From the entries, copy every line that carries the string "main".
━━━━━━━━━━━━━━━━━━━━━━━━━━━━━━
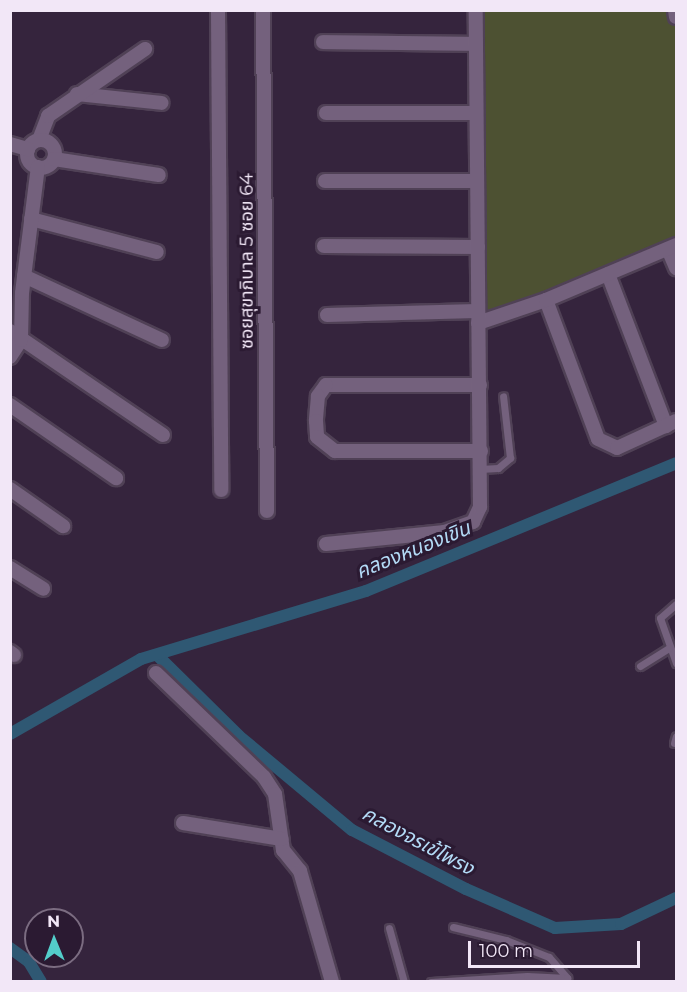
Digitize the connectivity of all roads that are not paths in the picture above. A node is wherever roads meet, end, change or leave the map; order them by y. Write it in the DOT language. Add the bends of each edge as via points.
graph roads {
  1 [pos="218,10"];
  2 [pos="263,10"];
  3 [pos="477,10"];
  4 [pos="675,10"];
  5 [pos="676,17"];
  6 [pos="323,42"];
  7 [pos="476,44"];
  8 [pos="145,49"];
  9 [pos="77,94"];
  10 [pos="162,103"];
  11 [pos="326,113"];
  12 [pos="477,113"];
  13 [pos="10,144"];
  14 [pos="34,144"];
  15 [pos="54,159"];
  16 [pos="38,167"];
  17 [pos="159,175"];
  18 [pos="325,181"];
  19 [pos="477,181"];
  20 [pos="31,219"];
  21 [pos="324,246"];
  22 [pos="478,247"];
  23 [pos="672,247"];
  24 [pos="158,252"];
  25 [pos="676,268"];
  26 [pos="608,274"];
  27 [pos="24,276"];
  28 [pos="546,300"];
  29 [pos="327,315"];
  30 [pos="477,317"];
  31 [pos="16,336"];
  32 [pos="162,340"];
  33 [pos="10,357"];
  34 [pos="480,385"];
  35 [pos="503,396"];
  36 [pos="10,405"];
  37 [pos="671,423"];
  38 [pos="163,435"];
  39 [pos="480,451"];
  40 [pos="480,469"];
  41 [pos="116,478"];
  42 [pos="10,489"];
  43 [pos="221,490"];
  44 [pos="267,511"];
  45 [pos="63,526"];
  46 [pos="326,544"];
  47 [pos="10,568"];
  48 [pos="43,590"];
  49 [pos="676,604"];
  50 [pos="669,648"];
  51 [pos="676,663"];
  52 [pos="640,666"];
  53 [pos="156,673"];
  54 [pos="183,823"];
  55 [pos="282,839"];
  56 [pos="453,927"];
  57 [pos="389,928"];
  58 [pos="567,980"];
  59 [pos="332,981"];
  60 [pos="404,981"];
  61 [pos="431,981"];
  1 -- 43 [label="street"];
  2 -- 44 [label="street, ซอยสุขาภิบาล 5 ซอย 64"];
  3 -- 7 [label="street"];
  4 -- 5 [label="street"];
  6 -- 7 [label="street"];
  7 -- 12 [label="street"];
  8 -- 9 [label="street"];
  9 -- 10 [label="street"];
  9 -- 14 [label="street" via="48,116"];
  11 -- 12 [label="street"];
  12 -- 19 [label="street"];
  13 -- 14 [label="street"];
  14 -- 15 [label="street" via="52,145"];
  14 -- 16 [label="street" via="30,162"];
  15 -- 16 [label="street" via="48,166"];
  15 -- 17 [label="street"];
  16 -- 20 [label="street"];
  18 -- 19 [label="street"];
  19 -- 22 [label="street"];
  20 -- 24 [label="street"];
  20 -- 27 [label="street"];
  21 -- 22 [label="street"];
  22 -- 30 [label="street"];
  23 -- 25 [label="street"];
  23 -- 26 [label="street"];
  26 -- 28 [label="street"];
  26 -- 37 [label="street"];
  27 -- 31 [label="street"];
  27 -- 32 [label="street"];
  28 -- 30 [label="street"];
  28 -- 37 [label="street" via="598,439 617,448"];
  29 -- 30 [label="street"];
  30 -- 34 [label="street"];
  31 -- 33 [label="street"];
  31 -- 38 [label="street"];
  34 -- 39 [label="street"];
  34 -- 39 [label="street" via="326,385 318,396 316,421 317,437 335,451"];
  35 -- 40 [label="lane" via="510,458 498,468"];
  36 -- 41 [label="street"];
  39 -- 40 [label="street"];
  40 -- 46 [label="street" via="480,507 473,522 444,532"];
  42 -- 45 [label="street"];
  47 -- 48 [label="street"];
  49 -- 50 [label="lane" via="660,618"];
  50 -- 51 [label="lane"];
  50 -- 52 [label="lane"];
  53 -- 55 [label="street" via="264,777 275,794"];
  54 -- 55 [label="street"];
  55 -- 59 [label="street" via="284,850 300,871"];
  56 -- 58 [label="lane" via="506,940 549,957"];
  57 -- 60 [label="lane"];
  58 -- 61 [label="lane"];
}
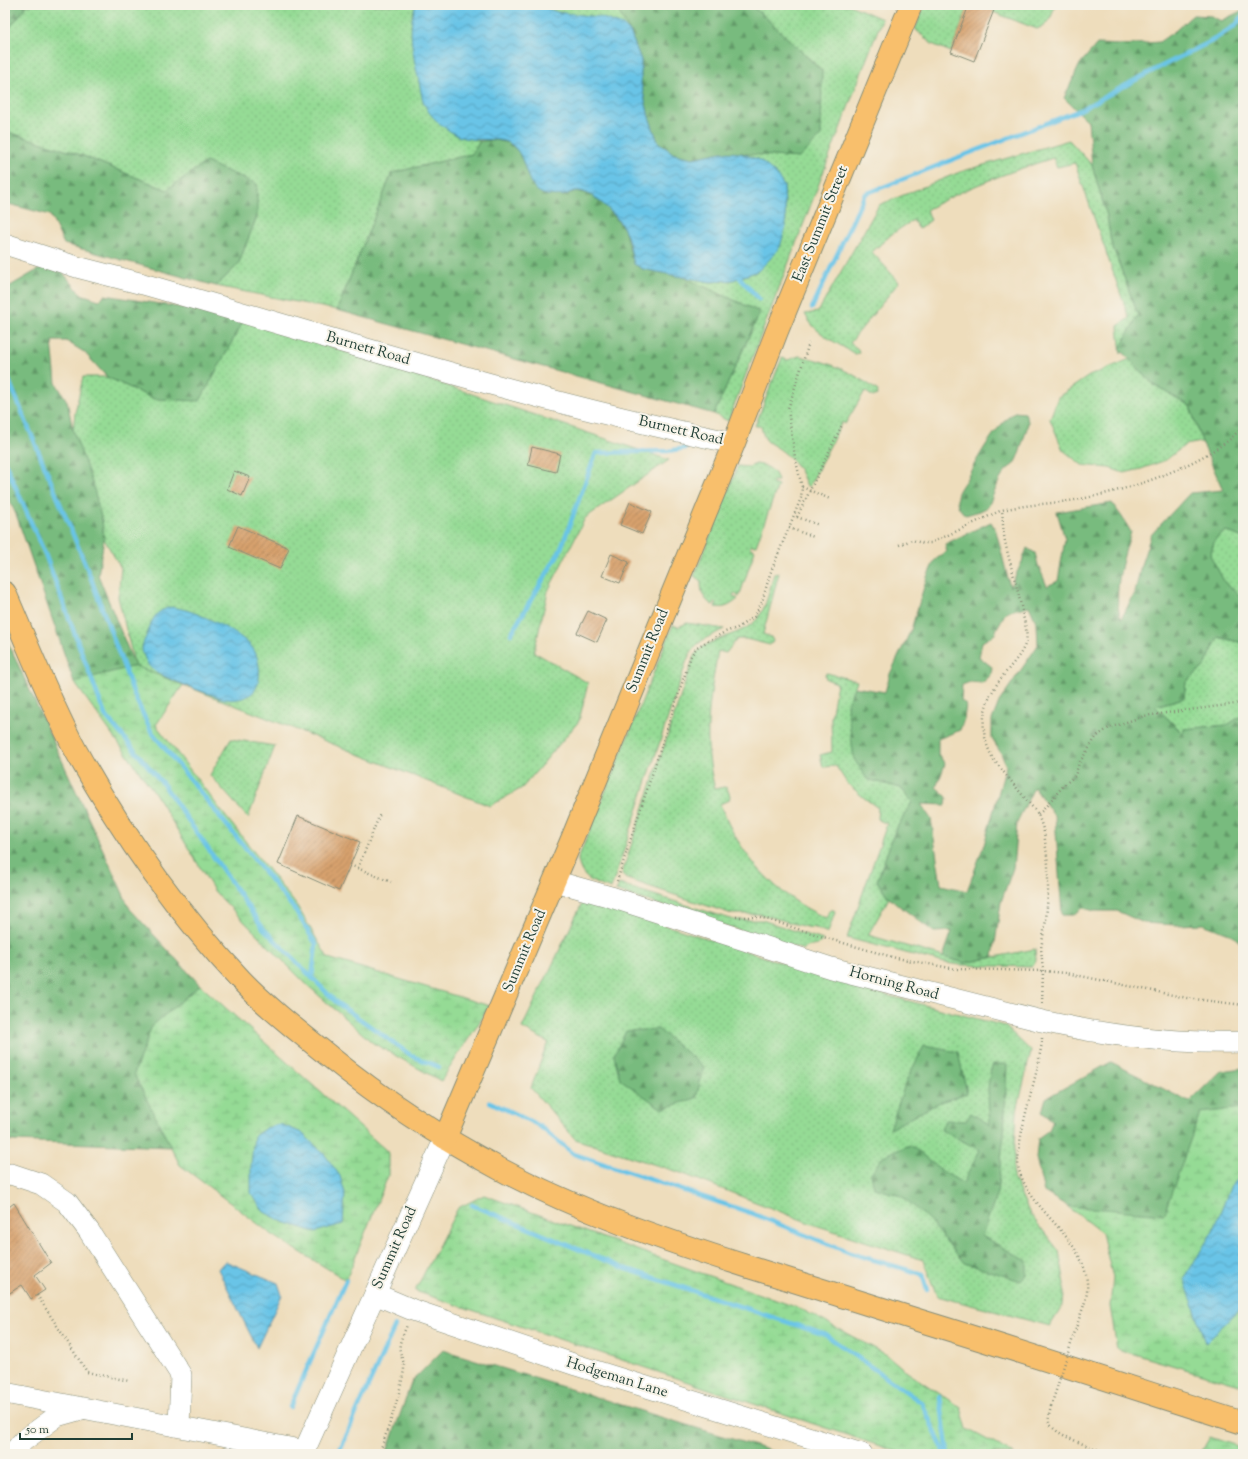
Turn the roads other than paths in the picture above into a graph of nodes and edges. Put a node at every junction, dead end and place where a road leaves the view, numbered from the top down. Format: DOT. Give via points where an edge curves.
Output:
graph roads {
  1 [pos="909,5"];
  2 [pos="5,244"];
  3 [pos="734,443"];
  4 [pos="5,593"];
  5 [pos="554,882"];
  6 [pos="1243,1042"];
  7 [pos="445,1138"];
  8 [pos="5,1175"];
  9 [pos="375,1294"];
  10 [pos="5,1393"];
  11 [pos="85,1409"];
  12 [pos="1243,1424"];
  13 [pos="179,1426"];
  14 [pos="304,1452"];
  15 [pos="12,1454"];
  16 [pos="862,1454"];
  1 -- 3 [label="main road, East Summit Street"];
  2 -- 3 [label="street, Burnett Road" via="548,399 665,429"];
  3 -- 5 [label="main road, Summit Road"];
  4 -- 7 [label="main road" via="40,676 75,748 119,823 178,906 238,976 283,1020 363,1084"];
  5 -- 6 [label="street, Horning Road" via="614,888 831,968 1070,1027 1125,1037"];
  5 -- 7 [label="main road, Summit Road"];
  7 -- 9 [label="street, Summit Road"];
  7 -- 12 [label="main road" via="504,1171 568,1200 686,1247"];
  8 -- 13 [label="street" via="11,1174 41,1184 67,1202 89,1231 181,1375"];
  9 -- 14 [label="street, Summit Road"];
  9 -- 16 [label="street, Hodgeman Lane" via="414,1310 576,1365"];
  10 -- 11 [label="street"];
  11 -- 13 [label="street"];
  11 -- 15 [label="street" via="56,1416 23,1441"];
  13 -- 14 [label="street"];
}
━━━━━━━━━━━━━━━━━━━━━━━━━━━━━━
*Response area*.
  1 -- 3 [label="main road, East Summit Street"];
  3 -- 5 [label="main road, Summit Road"];
  4 -- 7 [label="main road" via="40,676 75,748 119,823 178,906 238,976 283,1020 363,1084"];
  5 -- 7 [label="main road, Summit Road"];
  7 -- 12 [label="main road" via="504,1171 568,1200 686,1247"];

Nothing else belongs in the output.